Studies have demonstrated that PD-1 can bind to galectin-9 (Gal-9), a ligand for TIM-3. This binding impairs the Gal-9/TIM-3-induced PD-1 + TIM-3+ T cell death and persist depleted T cells, contributing to the development of hepatocellular carcinoma26. This suggests that PD-1 + TIM-3+ T cells depletion positively correlates with worse prognosis. It has also been found27 that in a mouse model of melanoma, PD-1 + Tim-3 + CD8+ T acquires its myeloid markers from the surface of antigen-presenting cells by trogocytosis, and is subsequently recognized and killed by T cells, suggesting a higher presence of cells with this phenotype can augment tumor burden and shorten survival time. On the other hand, TIGIT can compete with CD226 for binding to CD155, which results in increased IL-10 secretion and decreased IL-12 secretion due to TIGIT’s higher affinity of CD15. Consequently, dendritic cell-mediated immune response was attenuate, which further suppressed T-cell activity. TIGIT also directly inhibits downstream signaling pathways, such as PI3K and MAPK, through its intracellular ITIM structural domain, and transmits inhibitory signals internally to T cells and NK cells. In TIGIT+ Treg cells, the expression level of many immunosuppressing marker genes, including Foxp3, Helios, neuropilin-1, CTLA-4, PD-1 and LAG-3, was upregulated, which inhibited the tumor killing function of T cells28,29,30,31. Such findings suggest that high TIGIT expression is associated with a suppressed state immune microenvironment, potentially diminishing the efficacy of immunotherapy. In addition, IL-6 binding with its receptor forms a complexity. This complex then binds to the membrane protein gp130, assembling into a hexamer that triggers downstream signaling and gene expression. The downregulation of IL-6 expression can inhibit tumorigenesis and progression via the JAK-STAT3, RAS-RAF, and PI3K/Akt pathways32,33,34.

In conclusion, we demonstrated that PD1 + TIM3+/T, TIGIT + T/T, and IL-6 levels after immunotherapy can serve as predictors of efficacy in patients with hepatocellular carcinoma. T-cell depletion is influenced a combination of several suppressive factors and a higher proportion of suppressive lymphocyte subset correlates with reduced immunotherapy.

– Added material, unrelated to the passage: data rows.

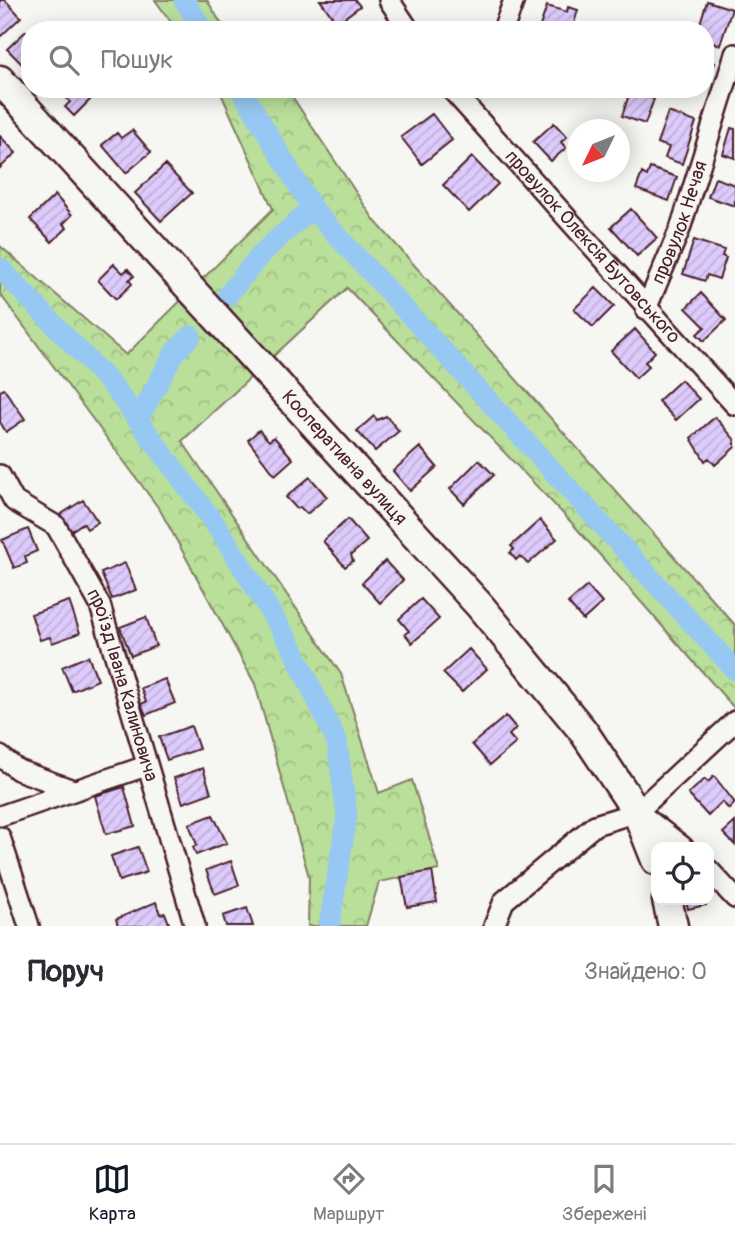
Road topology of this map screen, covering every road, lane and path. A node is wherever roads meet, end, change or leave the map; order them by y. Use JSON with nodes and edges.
{"nodes":[{"id":1,"x":388,"y":0,"type":"edge"},
{"id":2,"x":514,"y":0,"type":"edge"},
{"id":3,"x":403,"y":21,"type":"edge"},
{"id":4,"x":506,"y":21,"type":"edge"},
{"id":5,"x":735,"y":54,"type":"edge"},
{"id":6,"x":0,"y":80,"type":"edge"},
{"id":7,"x":464,"y":98,"type":"edge"},
{"id":8,"x":646,"y":309,"type":"junction"},
{"id":9,"x":735,"y":405,"type":"edge"},
{"id":10,"x":0,"y":475,"type":"edge"},
{"id":11,"x":7,"y":504,"type":"edge"},
{"id":12,"x":735,"y":721,"type":"edge"},
{"id":13,"x":0,"y":756,"type":"edge"},
{"id":14,"x":146,"y":766,"type":"junction"},
{"id":15,"x":73,"y":790,"type":"junction"},
{"id":16,"x":637,"y":812,"type":"junction"},
{"id":17,"x":0,"y":816,"type":"edge"},
{"id":18,"x":0,"y":837,"type":"edge"},
{"id":19,"x":676,"y":842,"type":"edge"},
{"id":20,"x":651,"y":847,"type":"edge"},
{"id":21,"x":714,"y":875,"type":"edge"},
{"id":22,"x":735,"y":898,"type":"edge"},
{"id":23,"x":668,"y":905,"type":"edge"},
{"id":24,"x":29,"y":926,"type":"edge"},
{"id":25,"x":195,"y":926,"type":"edge"},
{"id":26,"x":494,"y":926,"type":"edge"},
{"id":27,"x":673,"y":926,"type":"edge"}],
"edges":[{"from":1,"to":3,"type":"street"},
{"from":2,"to":4,"type":"street"},
{"from":5,"to":8,"type":"street","name":"провулок Нечая"},
{"from":6,"to":16,"type":"street","name":"Кооперативна вулиця"},
{"from":7,"to":8,"type":"street","name":"провулок Олексія Бутовського"},
{"from":8,"to":9,"type":"street","name":"провулок Олексія Бутовського"},
{"from":10,"to":11,"type":"street","name":"проїзд Івана Калиновича"},
{"from":11,"to":14,"type":"street","name":"проїзд Івана Калиновича"},
{"from":12,"to":16,"type":"street"},
{"from":13,"to":15,"type":"street"},
{"from":14,"to":15,"type":"street"},
{"from":14,"to":25,"type":"street","name":"проїзд Івана Калиновича"},
{"from":15,"to":17,"type":"street"},
{"from":16,"to":19,"type":"street"},
{"from":16,"to":20,"type":"street","name":"Кооперативна вулиця"},
{"from":16,"to":26,"type":"street"},
{"from":18,"to":24,"type":"street"},
{"from":21,"to":22,"type":"street"},
{"from":23,"to":27,"type":"street"}]}
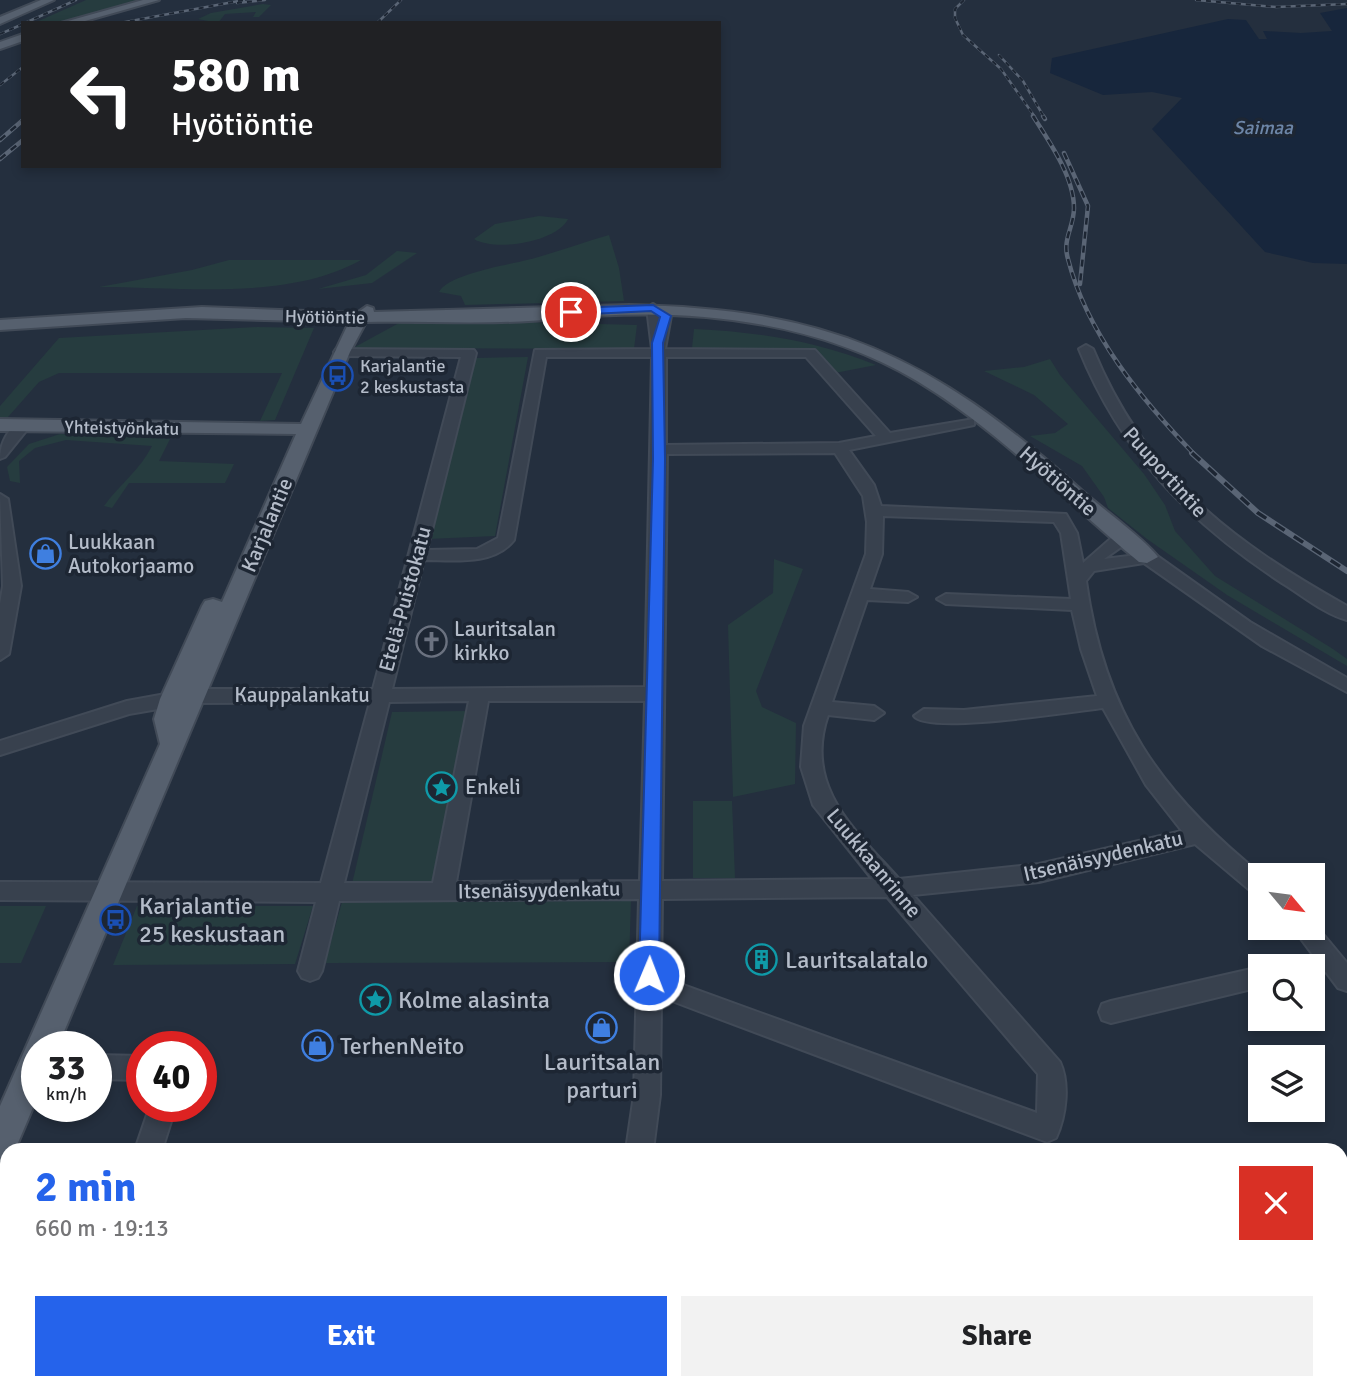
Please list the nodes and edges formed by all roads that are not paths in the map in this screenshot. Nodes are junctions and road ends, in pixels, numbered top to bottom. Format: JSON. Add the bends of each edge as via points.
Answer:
{"nodes":[{"id":1,"x":49,"y":0,"type":"edge"},
{"id":2,"x":154,"y":0,"type":"edge"},
{"id":3,"x":0,"y":21,"type":"edge"},
{"id":4,"x":74,"y":21,"type":"edge"},
{"id":5,"x":21,"y":38,"type":"edge"},
{"id":6,"x":0,"y":46,"type":"edge"},
{"id":7,"x":657,"y":313,"type":"junction"},
{"id":8,"x":355,"y":315,"type":"junction"},
{"id":9,"x":0,"y":325,"type":"edge"},
{"id":10,"x":658,"y":348,"type":"junction"},
{"id":11,"x":1086,"y":348,"type":"dead end"},
{"id":12,"x":341,"y":352,"type":"junction"},
{"id":13,"x":969,"y":422,"type":"dead end"},
{"id":14,"x":0,"y":425,"type":"edge"},
{"id":15,"x":23,"y":426,"type":"junction"},
{"id":16,"x":296,"y":432,"type":"junction"},
{"id":17,"x":887,"y":439,"type":"junction"},
{"id":18,"x":839,"y":448,"type":"junction"},
{"id":19,"x":659,"y":450,"type":"junction"},
{"id":20,"x":0,"y":454,"type":"edge"},
{"id":21,"x":0,"y":499,"type":"edge"},
{"id":22,"x":877,"y":511,"type":"junction"},
{"id":23,"x":1060,"y":517,"type":"joint"},
{"id":24,"x":1122,"y":538,"type":"junction"},
{"id":25,"x":417,"y":555,"type":"junction"},
{"id":26,"x":1147,"y":557,"type":"junction"},
{"id":27,"x":1082,"y":573,"type":"junction"},
{"id":28,"x":859,"y":594,"type":"junction"},
{"id":29,"x":908,"y":597,"type":"dead end"},
{"id":30,"x":946,"y":598,"type":"dead end"},
{"id":31,"x":1079,"y":605,"type":"junction"},
{"id":32,"x":1347,"y":614,"type":"edge"},
{"id":33,"x":0,"y":654,"type":"edge"},
{"id":34,"x":1347,"y":686,"type":"edge"},
{"id":35,"x":379,"y":694,"type":"junction"},
{"id":36,"x":653,"y":694,"type":"junction"},
{"id":37,"x":480,"y":695,"type":"junction"},
{"id":38,"x":182,"y":698,"type":"junction"},
{"id":39,"x":1109,"y":701,"type":"junction"},
{"id":40,"x":821,"y":708,"type":"junction"},
{"id":41,"x":874,"y":713,"type":"dead end"},
{"id":42,"x":924,"y":716,"type":"dead end"},
{"id":43,"x":0,"y":748,"type":"edge"},
{"id":44,"x":1199,"y":835,"type":"junction"},
{"id":45,"x":1248,"y":876,"type":"edge"},
{"id":46,"x":895,"y":888,"type":"junction"},
{"id":47,"x":651,"y":889,"type":"junction"},
{"id":48,"x":111,"y":890,"type":"junction"},
{"id":49,"x":0,"y":891,"type":"edge"},
{"id":50,"x":443,"y":891,"type":"junction"},
{"id":51,"x":329,"y":892,"type":"junction"},
{"id":52,"x":1325,"y":966,"type":"edge"},
{"id":53,"x":310,"y":971,"type":"dead end"},
{"id":54,"x":1248,"y":980,"type":"edge"},
{"id":55,"x":1347,"y":981,"type":"edge"},
{"id":56,"x":649,"y":990,"type":"junction"},
{"id":57,"x":1111,"y":1012,"type":"dead end"},
{"id":58,"x":49,"y":1031,"type":"edge"},
{"id":59,"x":21,"y":1096,"type":"edge"},
{"id":60,"x":158,"y":1122,"type":"edge"},
{"id":61,"x":1,"y":1143,"type":"edge"},
{"id":62,"x":150,"y":1143,"type":"edge"},
{"id":63,"x":641,"y":1143,"type":"edge"}],
"edges":[{"from":1,"to":3,"type":"main road"},
{"from":2,"to":4,"type":"main road"},
{"from":5,"to":6,"type":"main road"},
{"from":7,"to":8,"type":"main road","name":"Hyötiöntie"},
{"from":7,"to":10,"type":"street"},
{"from":7,"to":24,"type":"main road","name":"Hyötiöntie","via":[[749,320],[851,344],[899,365],[993,426]]},
{"from":8,"to":9,"type":"main road","name":"Hyötiöntie","via":[[186,313]]},
{"from":8,"to":12,"type":"main road","name":"Karjalantie"},
{"from":8,"to":16,"type":"main road","name":"Karjalantie"},
{"from":10,"to":17,"type":"street","via":[[810,353]]},
{"from":10,"to":19,"type":"street"},
{"from":10,"to":25,"type":"street","via":[[540,353],[506,540],[499,548],[481,553]]},
{"from":11,"to":32,"type":"street","name":"Puuportintie","via":[[1095,376],[1120,421],[1175,489],[1220,531],[1307,593]]},
{"from":12,"to":16,"type":"main road","name":"Karjalantie"},
{"from":12,"to":25,"type":"street","name":"Etelä-Puistokatu","via":[[469,353]]},
{"from":13,"to":17,"type":"street"},
{"from":14,"to":15,"type":"main road","name":"Yhteistyönkatu"},
{"from":15,"to":16,"type":"main road","name":"Yhteistyönkatu"},
{"from":15,"to":20,"type":"street"},
{"from":16,"to":38,"type":"main road","name":"Karjalantie"},
{"from":17,"to":18,"type":"street"},
{"from":18,"to":19,"type":"street"},
{"from":18,"to":22,"type":"street","name":"Luukkaanrinne","via":[[866,482]]},
{"from":19,"to":36,"type":"street"},
{"from":21,"to":33,"type":"street","via":[[12,586]]},
{"from":22,"to":23,"type":"street"},
{"from":22,"to":28,"type":"street","name":"Luukkaanrinne","via":[[874,554]]},
{"from":23,"to":27,"type":"street"},
{"from":24,"to":26,"type":"main road","name":"Hyötiöntie"},
{"from":24,"to":27,"type":"street"},
{"from":25,"to":35,"type":"street","name":"Etelä-Puistokatu"},
{"from":26,"to":27,"type":"street"},
{"from":26,"to":34,"type":"street","name":"Hyötiöntie","via":[[1225,614]]},
{"from":27,"to":31,"type":"street"},
{"from":28,"to":29,"type":"street"},
{"from":28,"to":40,"type":"street","name":"Luukkaanrinne"},
{"from":30,"to":31,"type":"street"},
{"from":31,"to":39,"type":"street"},
{"from":35,"to":37,"type":"street","name":"Kauppalankatu"},
{"from":35,"to":38,"type":"street","name":"Kauppalankatu"},
{"from":35,"to":51,"type":"street","name":"Etelä-Puistokatu"},
{"from":36,"to":37,"type":"street","name":"Kauppalankatu"},
{"from":36,"to":47,"type":"street"},
{"from":37,"to":50,"type":"street"},
{"from":38,"to":43,"type":"street","name":"Kauppalankatu","via":[[127,708]]},
{"from":38,"to":48,"type":"main road","name":"Karjalantie","via":[[167,719],[172,743]]},
{"from":39,"to":42,"type":"street","via":[[964,717]]},
{"from":39,"to":44,"type":"street","via":[[1167,798]]},
{"from":40,"to":41,"type":"street"},
{"from":40,"to":46,"type":"street","name":"Luukkaanrinne","via":[[814,726],[811,767],[820,799]]},
{"from":44,"to":45,"type":"street"},
{"from":44,"to":46,"type":"street","name":"Itsenäisyydenkatu","via":[[1039,873]]},
{"from":46,"to":47,"type":"street","name":"Itsenäisyydenkatu"},
{"from":46,"to":56,"type":"street","name":"Luukkaanrinne","via":[[1051,1070],[1053,1100],[1047,1129],[672,991]]},
{"from":47,"to":50,"type":"street","name":"Itsenäisyydenkatu"},
{"from":47,"to":56,"type":"street"},
{"from":48,"to":49,"type":"street","name":"Itsenäisyydenkatu"},
{"from":48,"to":51,"type":"street","name":"Itsenäisyydenkatu"},
{"from":48,"to":58,"type":"main road","name":"Karjalantie"},
{"from":50,"to":51,"type":"street","name":"Itsenäisyydenkatu"},
{"from":51,"to":53,"type":"street","name":"Etelä-Puistokatu"},
{"from":52,"to":55,"type":"street"},
{"from":54,"to":57,"type":"street"},
{"from":56,"to":63,"type":"street"},
{"from":59,"to":61,"type":"main road","name":"Karjalantie"},
{"from":60,"to":62,"type":"street"}]}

This study has several limitations. Firstly, the sample size was small and the follow-up duration was short. Future studies with the sample size should be enlarged and longer follow-up time to are needed to further validate the difference between progression-free survival time and overall survival. In addition, the expression of inhibitory receptors by depleted T cells is a time-heterogeneous step-by-step expression process. The time interval for blood sampling will be optimized to further explore the related mechanisms in future studies. We hope that we can provide patients with precise and individualized treatment in the future.